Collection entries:
=== Begin Enclosure ===
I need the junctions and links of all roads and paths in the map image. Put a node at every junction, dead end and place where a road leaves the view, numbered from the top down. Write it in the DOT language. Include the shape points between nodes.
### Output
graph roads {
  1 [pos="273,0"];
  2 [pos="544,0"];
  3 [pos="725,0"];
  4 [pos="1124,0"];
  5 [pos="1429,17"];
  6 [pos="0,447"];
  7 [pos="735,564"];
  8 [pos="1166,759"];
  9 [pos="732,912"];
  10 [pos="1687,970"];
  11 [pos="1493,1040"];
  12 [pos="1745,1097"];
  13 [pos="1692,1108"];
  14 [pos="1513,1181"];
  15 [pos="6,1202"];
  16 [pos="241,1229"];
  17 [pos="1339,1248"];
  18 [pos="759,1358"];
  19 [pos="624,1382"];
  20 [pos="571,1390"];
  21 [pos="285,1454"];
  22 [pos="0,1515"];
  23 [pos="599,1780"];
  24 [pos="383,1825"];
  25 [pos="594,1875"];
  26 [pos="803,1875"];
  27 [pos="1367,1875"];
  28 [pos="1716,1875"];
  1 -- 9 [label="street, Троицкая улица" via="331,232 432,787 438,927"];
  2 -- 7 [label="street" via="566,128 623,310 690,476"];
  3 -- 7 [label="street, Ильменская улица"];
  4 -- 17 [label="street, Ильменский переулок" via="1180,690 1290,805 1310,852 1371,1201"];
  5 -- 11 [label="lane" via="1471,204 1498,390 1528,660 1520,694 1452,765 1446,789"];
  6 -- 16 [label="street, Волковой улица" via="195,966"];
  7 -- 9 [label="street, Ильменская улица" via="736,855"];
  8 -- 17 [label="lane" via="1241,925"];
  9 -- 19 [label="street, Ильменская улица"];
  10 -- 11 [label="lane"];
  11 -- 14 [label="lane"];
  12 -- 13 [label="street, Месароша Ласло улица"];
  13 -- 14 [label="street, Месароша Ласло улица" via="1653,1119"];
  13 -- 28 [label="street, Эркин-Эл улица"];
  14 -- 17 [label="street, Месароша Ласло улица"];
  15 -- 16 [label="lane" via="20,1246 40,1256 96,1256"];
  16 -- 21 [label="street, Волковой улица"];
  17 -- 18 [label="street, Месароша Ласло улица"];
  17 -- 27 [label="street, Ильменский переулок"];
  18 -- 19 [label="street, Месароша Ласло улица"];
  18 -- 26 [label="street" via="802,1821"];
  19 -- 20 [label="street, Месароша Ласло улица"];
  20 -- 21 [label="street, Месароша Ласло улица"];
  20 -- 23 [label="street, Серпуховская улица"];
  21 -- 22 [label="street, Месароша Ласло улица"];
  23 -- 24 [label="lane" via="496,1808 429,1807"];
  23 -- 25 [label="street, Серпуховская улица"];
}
=== End Enclosure ===
### [Description of the task]
The answer must be every line of the entries that includes the word "Ласло".

### [Answer below]
  12 -- 13 [label="street, Месароша Ласло улица"];
  13 -- 14 [label="street, Месароша Ласло улица" via="1653,1119"];
  14 -- 17 [label="street, Месароша Ласло улица"];
  17 -- 18 [label="street, Месароша Ласло улица"];
  18 -- 19 [label="street, Месароша Ласло улица"];
  19 -- 20 [label="street, Месароша Ласло улица"];
  20 -- 21 [label="street, Месароша Ласло улица"];
  21 -- 22 [label="street, Месароша Ласло улица"];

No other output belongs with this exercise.